## Los Alamos National Lab Data Preparation
*Source:* [LANL dataset](https://csr.lanl.gov/data/cyber1/)  

This data set represents 58 consecutive days of de-identified event data collected from five sources within Los Alamos National Laboratory’s corporate, internal computer network.

Only the auth.txt file is used in our current work, as all red team activity appearing in the data correspond exclusively to authentication events. Future work includes utilizing additional data streams (namely; proc.txt.gz). We perform a pre-processing step on the file redteam.txt.gz so that its log lines are expanded to match the full log line which they correspond to in the auth.txt.gz file. This adds general convenience, and speeds up the process of querying to find out if a given log line is malicious.

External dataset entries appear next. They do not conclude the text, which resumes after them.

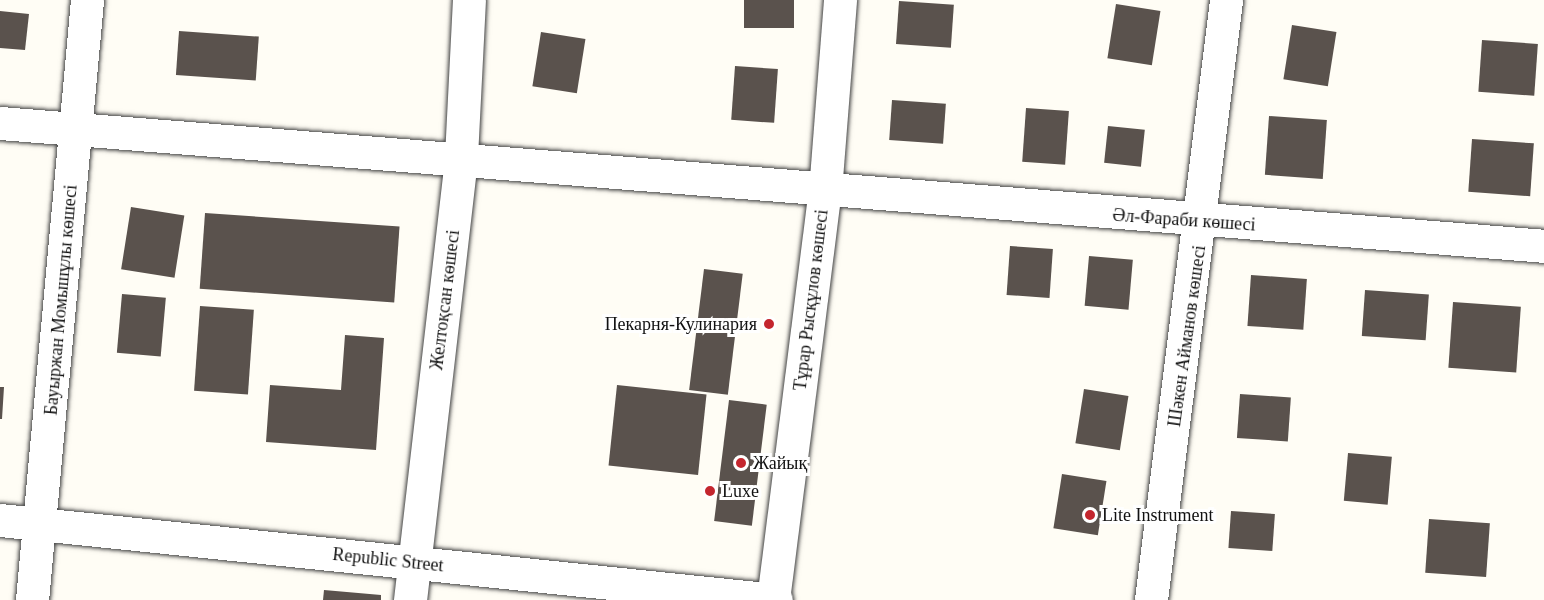 <!DOCTYPE html>
<html>
<head>
<meta charset="utf-8">
<style>
  body { margin:0 }
  #map { position:relative; width:1544px; height:600px; overflow:hidden; background:#fffdf5; font-family:Georgia,serif }
  div>[style] { position:absolute }
  [style*='--x'] { left:calc(var(--x)*1px); top:calc(var(--y)*1px); width:calc(var(--w)*1px); rotate:calc(var(--a)*1deg) }
  .building>* { inset:0; background:#5a524d; transform-origin:0 0 }
  .roads { filter:drop-shadow(0 0 2px #444) drop-shadow(0 0 2px #444) }
  .minor>* { height:33px; margin:-16.5px; padding:0 16.5px; transform-origin:16.5px; border-radius:16.5px; background:#fff }
  .dots>* { width:16px; height:16px; translate:-50% -50%; box-sizing:border-box; border:3px solid #fff; border-radius:50% }
  span { translate:-50% -50%; white-space:nowrap; text-align:center; line-height:1.15; -webkit-text-stroke:6px #fff; paint-order:stroke }
  .street-label { font-size:18px; color:#111 }
  .poi-label { font-size:18px; color:#111 }
  .right { translate:-100% -50%; text-align:right }
  .left { translate:0 -50%; text-align:left }
</style>
</head>
<body>
<div id="map">
  <div class="building">
    <div style="left:744px;top:0;width:50px;height:28px"></div>
    <div style="left:899px;top:1px;width:55px;height:43px;rotate:4deg"></div>
    <div style="left:1116px;top:4px;width:45px;height:55px;rotate:9deg"></div>
    <div style="clip-path:polygon(0 11px,29px 14px,25px 50px,0 48px)"></div>
    <div style="left:1292px;top:25px;width:45px;height:55px;rotate:9deg"></div>
    <div style="left:179px;top:31px;width:80px;height:44px;rotate:4deg"></div>
    <div style="left:541px;top:32px;width:45px;height:55px;rotate:9deg"></div>
    <div style="left:1482px;top:40px;width:56px;height:52px;rotate:4deg"></div>
    <div style="left:735px;top:66px;width:43px;height:54px;rotate:4deg"></div>
    <div style="left:892px;top:100px;width:54px;height:40px;rotate:4deg"></div>
    <div style="left:1026px;top:108px;width:43px;height:54px;rotate:4deg"></div>
    <div style="left:1269px;top:116px;width:58px;height:59px;rotate:4deg"></div>
    <div style="left:1108px;top:126px;width:37px;height:37px;rotate:6deg"></div>
    <div style="left:1472px;top:139px;width:62px;height:53px;rotate:4deg"></div>
    <div style="left:131px;top:207px;width:54px;height:63px;rotate:9deg"></div>
    <div style="left:205px;top:213px;width:195px;height:76px;rotate:4deg"></div>
    <div style="left:1010px;top:246px;width:43px;height:49px;rotate:4deg"></div>
    <div style="left:1089px;top:256px;width:44px;height:50px;rotate:5deg"></div>
    <div style="left:704px;top:269px;width:39px;height:122px;rotate:7deg"></div>
    <div style="left:1251px;top:275px;width:56px;height:51px;rotate:4deg"></div>
    <div style="left:1365px;top:290px;width:64px;height:46px;rotate:4deg"></div>
    <div style="left:122px;top:294px;width:44px;height:59px;rotate:5deg"></div>
    <div style="left:1453px;top:302px;width:68px;height:66px;rotate:4deg"></div>
    <div style="left:200px;top:306px;width:54px;height:85px;rotate:4deg"></div>
    <div style="clip-path:polygon(345px 335px,384px 338px,376px 450px,266px 442px,270px 385px,341px 390px)"></div>
    <div style="left:617px;top:385px;width:90px;height:81px;rotate:6deg"></div>
    <div style="clip-path:polygon(0 387px,4px 387px,2px 419px,0 419px)"></div>
    <div style="left:1084px;top:389px;width:45px;height:55px;rotate:9deg"></div>
    <div style="left:1240px;top:394px;width:51px;height:44px;rotate:4deg"></div>
    <div style="left:729px;top:400px;width:38px;height:122px;rotate:7deg"></div>
    <div style="left:1348px;top:453px;width:44px;height:48px;rotate:5deg"></div>
    <div style="left:1062px;top:474px;width:45px;height:55px;rotate:9deg"></div>
    <div style="left:1231px;top:511px;width:44px;height:37px;rotate:4deg"></div>
    <div style="left:1429px;top:519px;width:61px;height:54px;rotate:4deg"></div>
    <div style="clip-path:polygon(324px 590px,381px 595px,381px 600px,323px 600px)"></div>
  </div>
  <div class="roads">
    <div class="minor">
      <div style="--x:0;--y:123;--w:1549;--a:4.55"></div>
      <div style="--x:0;--y:520;--w:780;--a:5.89"></div>
      <div style="--x:32;--y:600;--w:603;--a:-84.76"></div>
      <div style="--x:410;--y:600;--w:446;--a:-83.4"></div>
      <div style="--x:461;--y:157;--w:157;--a:-87.1"></div>
      <div style="--x:773;--y:600;--w:412;--a:-82.8"></div>
      <div style="--x:825;--y:191;--w:192;--a:-85.5"></div>
      <div style="--x:1151;--y:600;--w:605;--a:-82.87"></div>
    </div>
  </div>
  <div class="dots">
    <div style="left:769px;top:324px;background:#c4262e"></div>
    <div style="left:741px;top:463px;background:#c4262e"></div>
    <div style="left:710px;top:491px;background:#c4262e"></div>
    <div style="left:1090px;top:515px;background:#c4262e"></div>
  </div>
  <div class="street-label">
    <span style="left:1184px;top:220px;rotate:4deg">Әл-Фараби көшесі</span>
    <span style="left:61px;top:300px;rotate:-85deg">Бауыржан Момышұлы көшесі</span>
    <span style="left:445px;top:300px;rotate:-83deg">Желтоқсан көшесі</span>
    <span style="left:811px;top:300px;rotate:-83deg">Тұрар Рысқұлов көшесі</span>
    <span style="left:1187px;top:336px;rotate:-82deg">Шәкен Айманов көшесі</span>
    <span style="left:388px;top:560px;rotate:6deg">Republic Street</span>
  </div>
  <div class="poi-label">
    <span class="right" style="left:757px;top:324px">Пекарня-Кулинария</span>
    <span class="left" style="left:753px;top:463px">Жайық</span>
    <span class="left" style="left:722px;top:491px">Luxe</span>
    <span class="left" style="left:1102px;top:515px">Lite Instrument</span>
  </div>
</div>
</body>
</html>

This notebook outlines methods used for translating log lines into integer vectors which can be acted on by event level models. Note that the scripts in **/safekit/features/lanl** can also be used standalone to accomplish the same translation, but only operate on the auth.txt data file.

### Character Level
----
*note: /safekit/features/lanl/char_feats.py*  
At the character level, the ascii value for each character in a log line is used as a token in the input sequence for the model.

The translation used is

In [4]:
def translate_line(string, pad_len):
    return "0 " + " ".join([str(ord(c) - 30) for c in string]) + " 1 " + " ".join(["0"] * pad_len) + "\n"

Where **string** is a log line to be translated, and **pad_len** is the number of 0's to append so that the length of the translated string has the same number of characters as the longest log line in the dataset (character-wise). **0** and **1** are used to describe start and end of the translated sentence. 

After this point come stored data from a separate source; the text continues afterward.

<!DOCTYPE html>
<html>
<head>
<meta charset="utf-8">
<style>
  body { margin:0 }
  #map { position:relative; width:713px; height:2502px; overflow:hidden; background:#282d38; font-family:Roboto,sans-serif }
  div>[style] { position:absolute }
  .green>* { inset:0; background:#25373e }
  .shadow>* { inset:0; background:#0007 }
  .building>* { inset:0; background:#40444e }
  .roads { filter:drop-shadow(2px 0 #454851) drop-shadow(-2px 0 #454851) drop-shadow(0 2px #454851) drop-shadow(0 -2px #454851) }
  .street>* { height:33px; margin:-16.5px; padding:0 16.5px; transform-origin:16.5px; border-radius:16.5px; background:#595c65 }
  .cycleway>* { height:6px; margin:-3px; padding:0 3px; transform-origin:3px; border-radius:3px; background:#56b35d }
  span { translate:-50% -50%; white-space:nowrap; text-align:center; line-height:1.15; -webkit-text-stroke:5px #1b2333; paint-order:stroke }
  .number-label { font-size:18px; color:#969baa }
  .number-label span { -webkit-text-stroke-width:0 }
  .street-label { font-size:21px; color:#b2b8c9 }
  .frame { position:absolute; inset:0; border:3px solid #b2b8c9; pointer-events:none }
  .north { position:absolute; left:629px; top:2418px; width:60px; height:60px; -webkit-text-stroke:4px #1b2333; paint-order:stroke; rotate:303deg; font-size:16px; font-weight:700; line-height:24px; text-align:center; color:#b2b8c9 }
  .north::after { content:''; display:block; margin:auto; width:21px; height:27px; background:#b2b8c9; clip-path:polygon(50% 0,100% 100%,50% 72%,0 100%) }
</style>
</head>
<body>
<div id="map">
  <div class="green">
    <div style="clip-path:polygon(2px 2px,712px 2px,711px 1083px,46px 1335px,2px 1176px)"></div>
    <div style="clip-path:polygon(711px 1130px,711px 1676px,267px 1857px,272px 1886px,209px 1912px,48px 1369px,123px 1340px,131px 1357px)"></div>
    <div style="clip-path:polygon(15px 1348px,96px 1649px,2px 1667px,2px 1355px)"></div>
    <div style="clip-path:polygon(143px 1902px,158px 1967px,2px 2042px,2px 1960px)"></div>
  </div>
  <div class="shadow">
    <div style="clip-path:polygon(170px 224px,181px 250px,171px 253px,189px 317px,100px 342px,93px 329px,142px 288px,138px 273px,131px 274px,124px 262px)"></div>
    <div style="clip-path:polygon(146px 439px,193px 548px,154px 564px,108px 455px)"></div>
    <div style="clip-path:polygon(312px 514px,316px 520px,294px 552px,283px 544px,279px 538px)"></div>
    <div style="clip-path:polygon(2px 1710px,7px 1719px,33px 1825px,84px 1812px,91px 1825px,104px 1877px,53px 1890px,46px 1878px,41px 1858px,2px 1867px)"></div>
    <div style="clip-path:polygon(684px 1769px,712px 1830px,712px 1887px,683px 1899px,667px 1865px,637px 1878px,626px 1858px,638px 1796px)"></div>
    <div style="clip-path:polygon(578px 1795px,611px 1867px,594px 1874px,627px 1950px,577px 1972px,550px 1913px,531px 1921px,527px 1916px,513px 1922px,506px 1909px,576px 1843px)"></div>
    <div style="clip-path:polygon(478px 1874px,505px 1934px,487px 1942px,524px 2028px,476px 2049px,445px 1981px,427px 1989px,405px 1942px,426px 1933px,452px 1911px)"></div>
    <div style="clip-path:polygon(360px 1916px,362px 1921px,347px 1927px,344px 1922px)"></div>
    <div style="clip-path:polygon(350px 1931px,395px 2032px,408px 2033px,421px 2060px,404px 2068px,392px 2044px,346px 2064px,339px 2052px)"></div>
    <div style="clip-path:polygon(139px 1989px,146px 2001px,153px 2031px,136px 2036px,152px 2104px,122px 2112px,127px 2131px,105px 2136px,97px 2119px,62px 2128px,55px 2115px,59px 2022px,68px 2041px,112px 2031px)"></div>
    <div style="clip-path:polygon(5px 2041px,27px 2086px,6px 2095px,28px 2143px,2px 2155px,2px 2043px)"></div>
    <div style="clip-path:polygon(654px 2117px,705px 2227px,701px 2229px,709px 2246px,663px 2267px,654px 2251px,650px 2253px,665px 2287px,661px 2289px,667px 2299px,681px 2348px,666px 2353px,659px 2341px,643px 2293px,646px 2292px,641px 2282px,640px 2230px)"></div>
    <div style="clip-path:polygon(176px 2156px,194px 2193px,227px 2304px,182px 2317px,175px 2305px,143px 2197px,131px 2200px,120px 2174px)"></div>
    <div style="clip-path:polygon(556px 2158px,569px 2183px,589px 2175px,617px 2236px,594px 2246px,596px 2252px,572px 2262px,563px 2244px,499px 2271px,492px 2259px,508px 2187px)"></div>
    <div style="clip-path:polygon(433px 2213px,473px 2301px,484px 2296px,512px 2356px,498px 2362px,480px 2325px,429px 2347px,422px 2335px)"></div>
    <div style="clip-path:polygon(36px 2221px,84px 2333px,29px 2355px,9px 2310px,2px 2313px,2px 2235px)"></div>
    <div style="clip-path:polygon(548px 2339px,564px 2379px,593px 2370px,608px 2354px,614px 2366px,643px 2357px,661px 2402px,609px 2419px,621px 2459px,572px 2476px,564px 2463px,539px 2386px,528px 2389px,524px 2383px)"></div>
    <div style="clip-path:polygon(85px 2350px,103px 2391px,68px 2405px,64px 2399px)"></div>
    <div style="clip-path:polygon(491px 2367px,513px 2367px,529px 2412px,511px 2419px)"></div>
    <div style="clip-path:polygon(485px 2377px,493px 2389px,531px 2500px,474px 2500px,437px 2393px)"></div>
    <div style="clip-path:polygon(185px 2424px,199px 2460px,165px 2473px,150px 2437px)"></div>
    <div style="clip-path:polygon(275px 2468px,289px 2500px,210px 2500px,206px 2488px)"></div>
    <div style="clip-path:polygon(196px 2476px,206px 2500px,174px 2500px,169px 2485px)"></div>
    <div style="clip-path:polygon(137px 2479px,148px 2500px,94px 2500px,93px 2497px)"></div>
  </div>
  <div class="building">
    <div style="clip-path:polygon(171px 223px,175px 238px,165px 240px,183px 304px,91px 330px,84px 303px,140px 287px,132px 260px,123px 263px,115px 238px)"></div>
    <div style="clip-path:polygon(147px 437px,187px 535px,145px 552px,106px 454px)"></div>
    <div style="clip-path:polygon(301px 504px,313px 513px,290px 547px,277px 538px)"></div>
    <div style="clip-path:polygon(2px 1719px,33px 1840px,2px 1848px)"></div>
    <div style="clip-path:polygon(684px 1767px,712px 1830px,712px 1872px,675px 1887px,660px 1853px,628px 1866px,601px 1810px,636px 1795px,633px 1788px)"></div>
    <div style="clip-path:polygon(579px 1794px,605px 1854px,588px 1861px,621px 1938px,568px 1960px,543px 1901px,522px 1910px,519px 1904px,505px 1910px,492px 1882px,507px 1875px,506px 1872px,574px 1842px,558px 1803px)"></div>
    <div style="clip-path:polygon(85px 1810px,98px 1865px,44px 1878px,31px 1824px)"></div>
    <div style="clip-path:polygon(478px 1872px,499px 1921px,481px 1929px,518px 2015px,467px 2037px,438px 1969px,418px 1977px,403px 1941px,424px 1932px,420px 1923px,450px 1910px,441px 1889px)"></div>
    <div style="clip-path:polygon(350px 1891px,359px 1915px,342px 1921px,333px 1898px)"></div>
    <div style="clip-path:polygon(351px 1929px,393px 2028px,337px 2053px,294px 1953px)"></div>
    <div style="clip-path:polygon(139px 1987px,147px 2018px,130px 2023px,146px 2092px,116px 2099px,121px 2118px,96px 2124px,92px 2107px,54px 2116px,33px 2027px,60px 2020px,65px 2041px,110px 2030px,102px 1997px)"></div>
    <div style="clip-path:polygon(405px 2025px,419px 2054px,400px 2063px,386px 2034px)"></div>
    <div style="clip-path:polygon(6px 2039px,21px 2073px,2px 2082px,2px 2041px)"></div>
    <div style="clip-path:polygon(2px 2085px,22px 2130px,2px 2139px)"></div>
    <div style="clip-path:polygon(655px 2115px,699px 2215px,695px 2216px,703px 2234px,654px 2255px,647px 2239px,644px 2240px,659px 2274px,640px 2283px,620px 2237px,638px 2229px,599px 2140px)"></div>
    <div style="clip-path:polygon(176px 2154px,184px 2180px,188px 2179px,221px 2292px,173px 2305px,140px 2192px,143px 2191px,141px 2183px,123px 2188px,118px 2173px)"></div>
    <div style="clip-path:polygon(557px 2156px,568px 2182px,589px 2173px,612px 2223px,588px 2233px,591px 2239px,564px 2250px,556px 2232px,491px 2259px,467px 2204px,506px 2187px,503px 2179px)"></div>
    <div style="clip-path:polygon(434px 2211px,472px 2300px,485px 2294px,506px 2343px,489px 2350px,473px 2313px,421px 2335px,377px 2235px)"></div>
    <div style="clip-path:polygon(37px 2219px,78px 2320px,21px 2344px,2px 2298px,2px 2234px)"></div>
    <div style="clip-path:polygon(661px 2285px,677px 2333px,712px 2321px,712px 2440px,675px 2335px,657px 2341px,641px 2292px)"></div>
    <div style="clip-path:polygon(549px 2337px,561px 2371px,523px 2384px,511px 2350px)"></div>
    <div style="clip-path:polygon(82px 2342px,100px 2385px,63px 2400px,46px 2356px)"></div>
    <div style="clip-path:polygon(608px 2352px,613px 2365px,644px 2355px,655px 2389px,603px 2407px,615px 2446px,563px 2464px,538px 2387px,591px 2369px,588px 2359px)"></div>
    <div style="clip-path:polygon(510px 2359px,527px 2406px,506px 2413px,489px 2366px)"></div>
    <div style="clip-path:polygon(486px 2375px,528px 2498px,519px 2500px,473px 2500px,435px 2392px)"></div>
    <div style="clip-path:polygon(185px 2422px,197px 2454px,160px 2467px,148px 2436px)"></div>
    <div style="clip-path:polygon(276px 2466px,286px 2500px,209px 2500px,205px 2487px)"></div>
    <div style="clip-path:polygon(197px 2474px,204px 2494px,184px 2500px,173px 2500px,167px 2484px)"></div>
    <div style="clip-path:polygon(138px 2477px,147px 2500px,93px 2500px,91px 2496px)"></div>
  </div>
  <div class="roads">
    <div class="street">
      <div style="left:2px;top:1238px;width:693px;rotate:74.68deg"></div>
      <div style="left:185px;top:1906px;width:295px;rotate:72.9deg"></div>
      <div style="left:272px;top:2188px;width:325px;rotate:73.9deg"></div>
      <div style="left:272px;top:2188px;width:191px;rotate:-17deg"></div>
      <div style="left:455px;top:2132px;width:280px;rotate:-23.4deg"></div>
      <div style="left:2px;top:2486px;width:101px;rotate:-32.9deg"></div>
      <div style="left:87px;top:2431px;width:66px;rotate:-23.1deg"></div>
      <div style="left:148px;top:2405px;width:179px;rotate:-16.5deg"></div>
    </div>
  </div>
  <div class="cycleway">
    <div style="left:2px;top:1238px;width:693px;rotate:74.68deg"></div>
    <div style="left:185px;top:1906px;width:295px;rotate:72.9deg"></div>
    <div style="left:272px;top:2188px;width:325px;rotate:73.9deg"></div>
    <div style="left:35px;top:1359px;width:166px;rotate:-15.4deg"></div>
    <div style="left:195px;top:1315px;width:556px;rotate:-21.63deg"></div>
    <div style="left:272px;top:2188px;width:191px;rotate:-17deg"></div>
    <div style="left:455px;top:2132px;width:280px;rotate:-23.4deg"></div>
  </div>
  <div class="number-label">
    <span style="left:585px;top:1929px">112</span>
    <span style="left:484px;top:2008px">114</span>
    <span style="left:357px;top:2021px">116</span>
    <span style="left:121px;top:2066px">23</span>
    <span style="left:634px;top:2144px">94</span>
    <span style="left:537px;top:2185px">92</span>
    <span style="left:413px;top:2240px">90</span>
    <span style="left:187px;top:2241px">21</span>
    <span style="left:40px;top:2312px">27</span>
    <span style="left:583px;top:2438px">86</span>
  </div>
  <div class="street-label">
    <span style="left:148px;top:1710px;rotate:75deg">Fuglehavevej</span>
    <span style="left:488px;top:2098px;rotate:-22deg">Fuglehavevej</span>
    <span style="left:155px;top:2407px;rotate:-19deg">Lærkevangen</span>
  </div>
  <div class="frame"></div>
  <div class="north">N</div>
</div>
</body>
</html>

The length of the max log line can be obtained using

In [28]:
max_len = 0
with open("auth_proc.txt", "r") as infile:
    for line in infile:
        tmp = line.strip().split(',')
        line_minus_time = tmp[0] + ',' + ','.join(tmp[2:])
        if len(line_minus_time) > max_len:
            max_len = len(line)
print (max_len)

129


We chose to filter out weekends for this dataset, as they capture little activity. These days are

In [None]:
weekend_days = [3, 4, 10, 11, 17, 18, 24, 25, 31, 32, 38, 39, 45, 46, 47, 52, 53]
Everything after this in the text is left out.